Time down here was not a sinecure. Up there it was boring but down here it was… no, in the end, it was boring too. At first, it was promising—she could experience Hell from the fresh perspective of a tormented soul. Mental torture evolved over time, drawing inspiration mainly from humans. Demons toyed with her, crafting illusions of hope or joy—only to crush her all the more afterwards. It was wonky, Crowziel can’t lie on that. But it was sometimes so complex and elaborate that even she lost track of what she was. She lost track of the time spent in her personal-optimised-for-displeasure-place™. Physical torture quickly became redundant. They slashed, broke, burned, poked, cut, bit, whatever harm they could inflict. Only to do it again, and again. They would pause, look at your reaction and there are three possibilities from there. Either you would react like a brat and they’d continue, or you beg for a relief and they would continue or you don’t react anymore and they continue. Crowziel vaguely recalled an era when they forced her to consume anything—lava, spikes, poison, another person, metal, salmon, sink leftovers, compromising documents, even an entire plane and, of course, real human fermented food in all its dreadful forms. As surprising as it can be, on a being like Crowziel the experience turned out to be extremely painful. It was probably because she had never had to “eat” before that. And it was not only the ingestion of food that was degrading and painful. And so, her body, despite or because of the human envelope™, was in pain. The 300 years of documentation she had to fill by blood to review it was the cherry on top. She had always thought it was something her keeper was supposed to sort out, not her. But according to Form 616-B, her suffering quota was insufficient for an entity of her rank. Consequently, before she was able to finish, she had been transferred. It only required a simple 20 000 pages file processing. Surprisingly, after centuries, the pain in question is still deeply present in everything you do, speaking or thinking included. Nevertheless, the impact of it became dull. You get accustomed to it. In the end, Hell became as boring a Heaven.

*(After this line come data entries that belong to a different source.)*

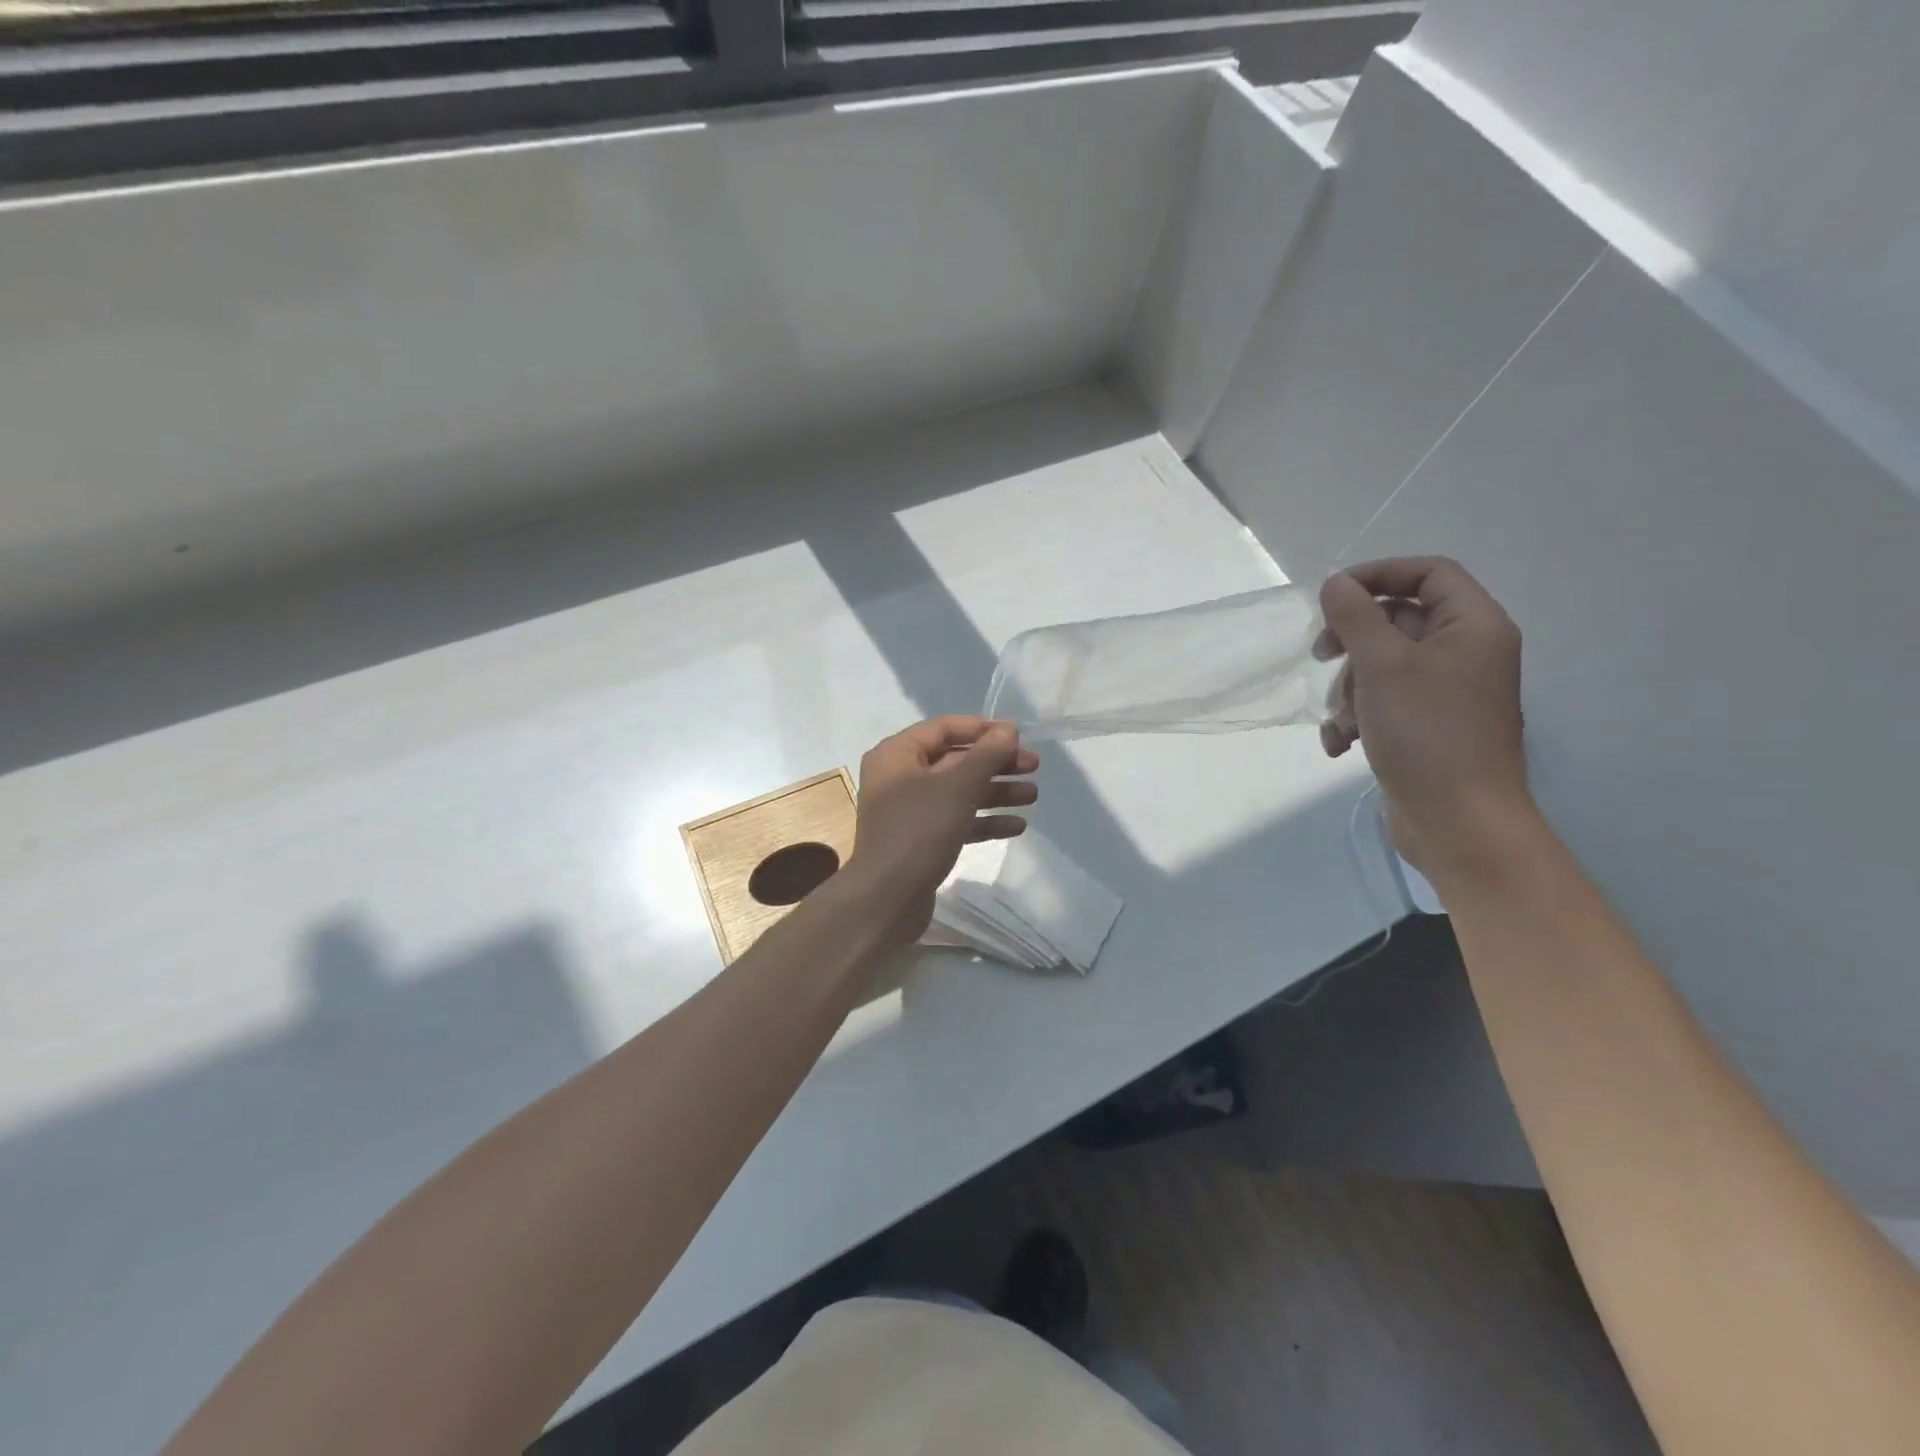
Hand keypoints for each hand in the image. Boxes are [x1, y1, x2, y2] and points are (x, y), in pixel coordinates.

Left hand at [845, 717, 1039, 944]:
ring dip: (996, 792)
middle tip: (1033, 766)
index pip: (943, 728)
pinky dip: (984, 821)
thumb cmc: (918, 831)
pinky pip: (957, 821)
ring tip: (1033, 796)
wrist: (886, 899)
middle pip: (955, 760)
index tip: (1018, 735)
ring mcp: (910, 812)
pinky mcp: (921, 841)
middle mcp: (900, 778)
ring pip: (959, 792)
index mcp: (896, 755)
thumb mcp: (957, 787)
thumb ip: (985, 755)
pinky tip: (1017, 826)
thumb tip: (1007, 730)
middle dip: (995, 763)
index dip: (982, 728)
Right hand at [1314, 557, 1530, 871]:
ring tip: (1342, 719)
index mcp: (1473, 627)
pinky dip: (1358, 717)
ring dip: (1349, 689)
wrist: (1458, 821)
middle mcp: (1465, 653)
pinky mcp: (1427, 727)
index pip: (1429, 573)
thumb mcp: (1383, 665)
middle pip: (1399, 621)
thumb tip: (1336, 583)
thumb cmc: (1427, 732)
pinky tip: (1341, 743)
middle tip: (1322, 654)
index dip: (1379, 575)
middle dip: (1353, 641)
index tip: (1332, 595)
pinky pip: (1384, 703)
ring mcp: (1447, 693)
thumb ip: (1356, 618)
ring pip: (1383, 666)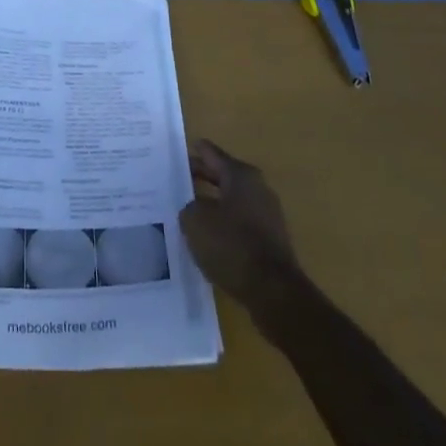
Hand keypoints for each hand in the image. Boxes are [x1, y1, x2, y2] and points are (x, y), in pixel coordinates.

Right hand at [180, 139, 302, 310]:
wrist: (274, 293)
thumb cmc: (232, 246)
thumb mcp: (195, 221)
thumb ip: (188, 206)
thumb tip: (193, 207)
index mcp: (240, 174)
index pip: (210, 153)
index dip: (190, 152)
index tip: (171, 154)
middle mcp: (256, 187)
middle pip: (220, 175)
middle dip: (198, 177)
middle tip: (172, 181)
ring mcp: (266, 214)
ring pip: (229, 201)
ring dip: (210, 204)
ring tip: (184, 212)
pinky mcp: (269, 240)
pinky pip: (238, 223)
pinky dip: (222, 226)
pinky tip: (205, 238)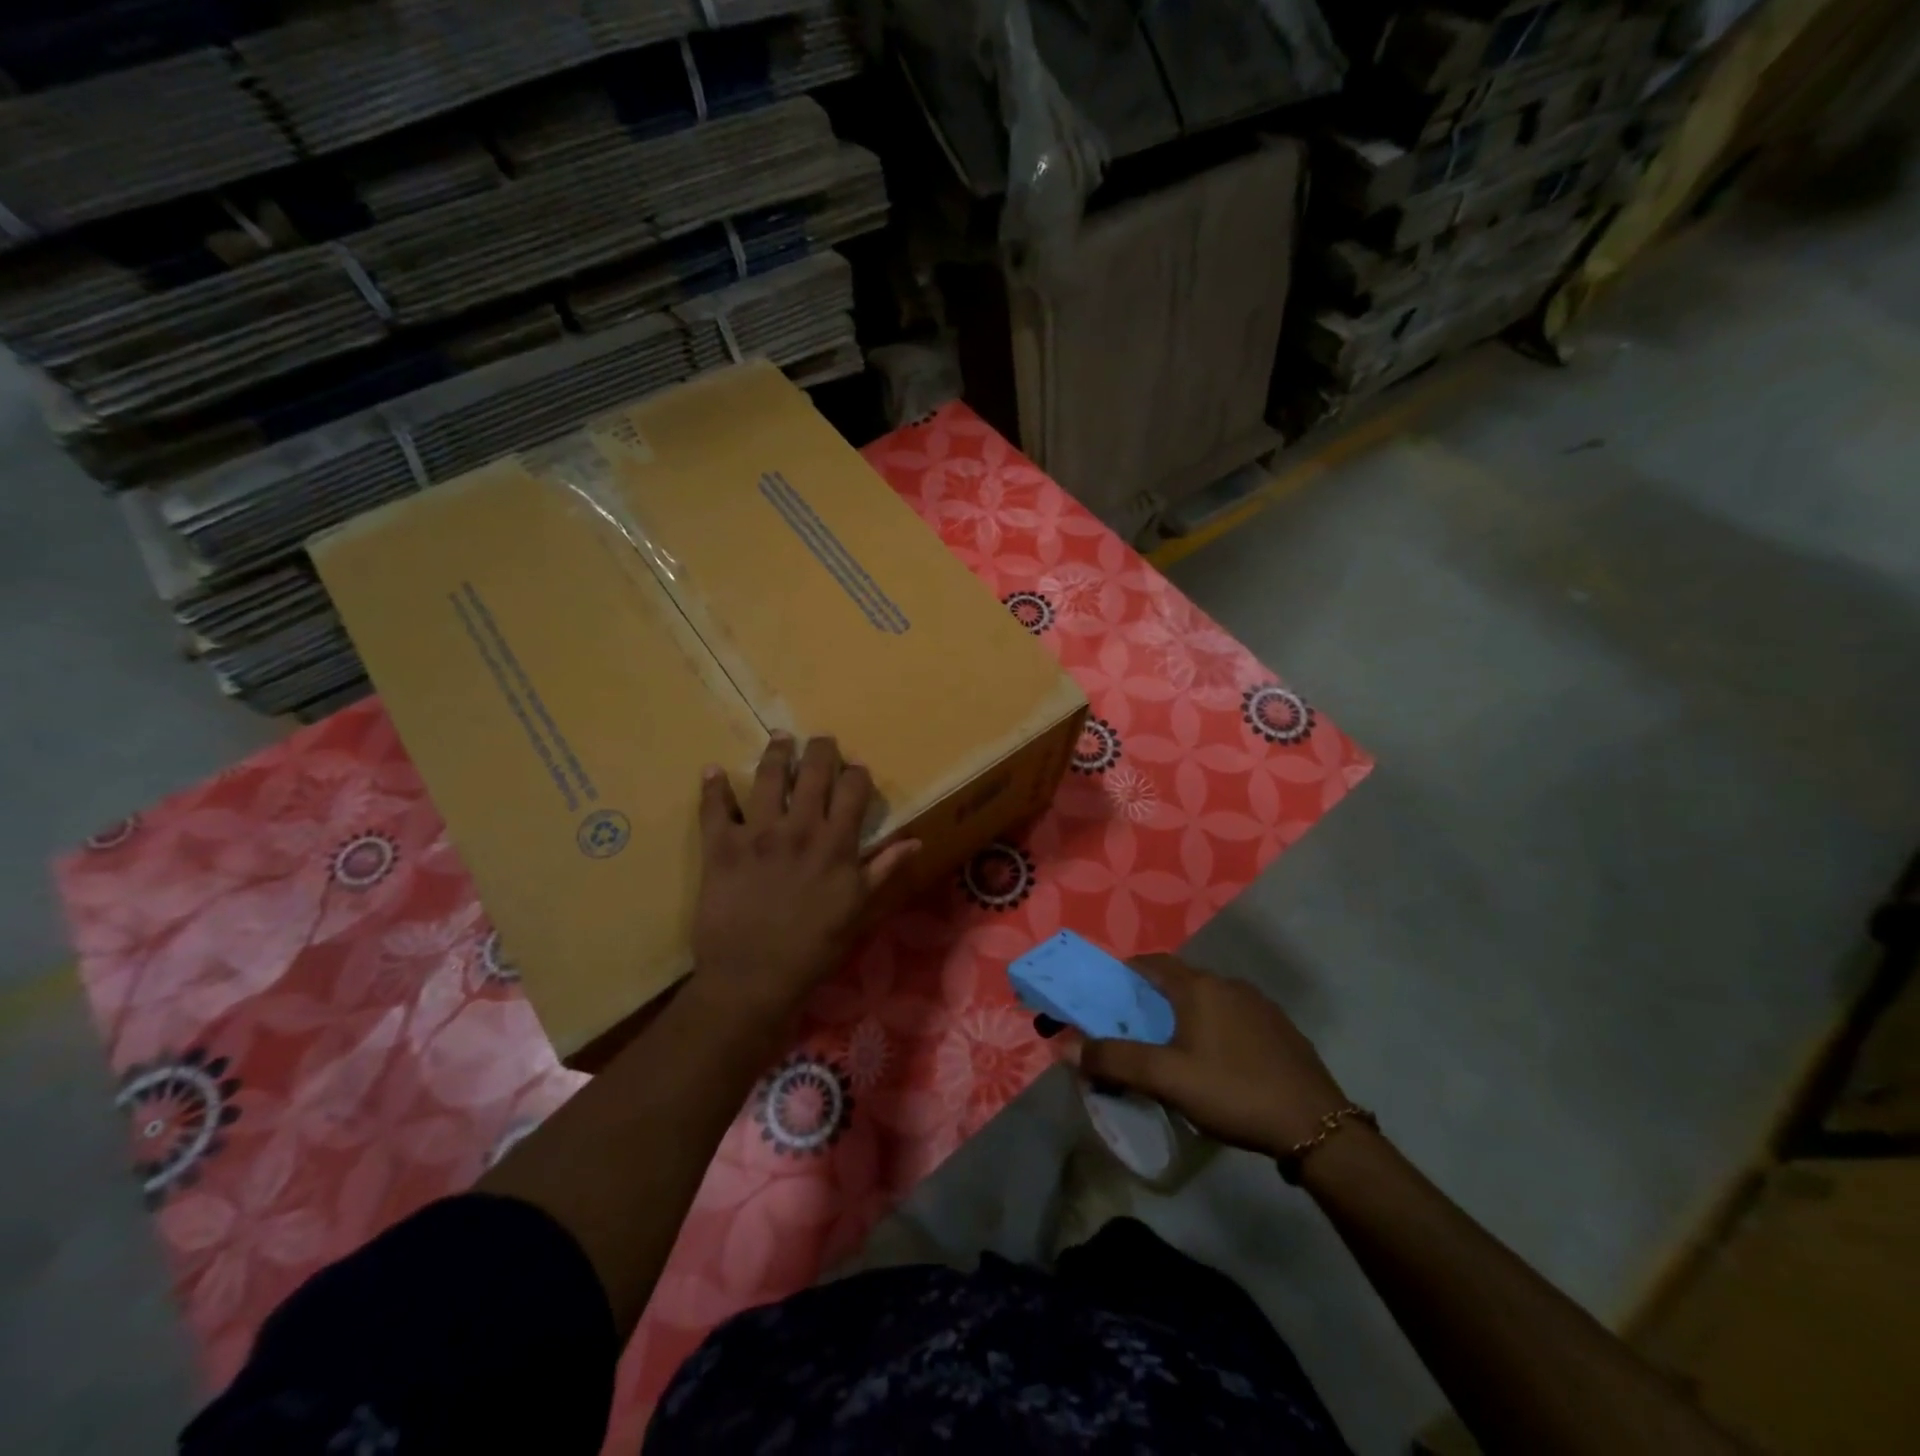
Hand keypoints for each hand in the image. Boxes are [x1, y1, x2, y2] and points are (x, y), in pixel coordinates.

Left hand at [689, 733, 917, 1020]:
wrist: (753, 978)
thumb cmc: (813, 948)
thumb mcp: (857, 911)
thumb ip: (883, 870)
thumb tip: (915, 840)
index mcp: (835, 844)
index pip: (852, 790)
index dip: (856, 773)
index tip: (856, 769)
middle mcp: (799, 828)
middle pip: (813, 772)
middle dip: (820, 749)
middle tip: (821, 740)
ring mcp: (757, 834)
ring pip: (767, 778)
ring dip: (775, 753)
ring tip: (780, 738)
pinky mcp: (721, 846)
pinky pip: (715, 808)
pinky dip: (712, 787)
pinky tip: (712, 770)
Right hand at [1069, 954, 1350, 1157]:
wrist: (1317, 1126)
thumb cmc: (1233, 1092)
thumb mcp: (1166, 1079)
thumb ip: (1115, 1061)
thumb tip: (1069, 1047)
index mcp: (1199, 987)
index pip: (1152, 963)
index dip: (1126, 974)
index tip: (1108, 996)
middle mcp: (1228, 984)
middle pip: (1180, 981)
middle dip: (1154, 1000)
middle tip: (1136, 1031)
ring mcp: (1260, 1005)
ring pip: (1209, 1000)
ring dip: (1186, 1016)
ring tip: (1174, 1050)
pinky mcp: (1281, 1029)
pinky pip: (1235, 1018)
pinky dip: (1216, 1029)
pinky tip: (1219, 1065)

And today was a strange non-day, nobody had shown up for ages then they moved her to an Interrogation chamber. The room was a black cube disturbingly without any details. So, it was probably an intensive psychological torture non-day. Interrogation in Hell meant torture. Everything in hell meant torture anyways. Dante was too kind in his journal compared to reality. In Hell Interrogation meant they wanted to check the torture was still necessary. If you were too far gone, you were sent to the place of the damned and vanished after that. It was a solution initiated pretty fast near the beginning of Hell due to the popularity of the place and the limitation of qualified employees. You can try to lie, fake your dullness, but lying here was so deeply inscribed in every smallest molecule that failure was inevitable.

Anyway, Crowziel was installed uncomfortably on a plank, slightly inclined to put her upside down, just hanging by her tied ankles and wrists. It had been hours since the imps had dropped her here.

“Few more hours and your head will be redder than my skin,” the Interrogator remarked coldly.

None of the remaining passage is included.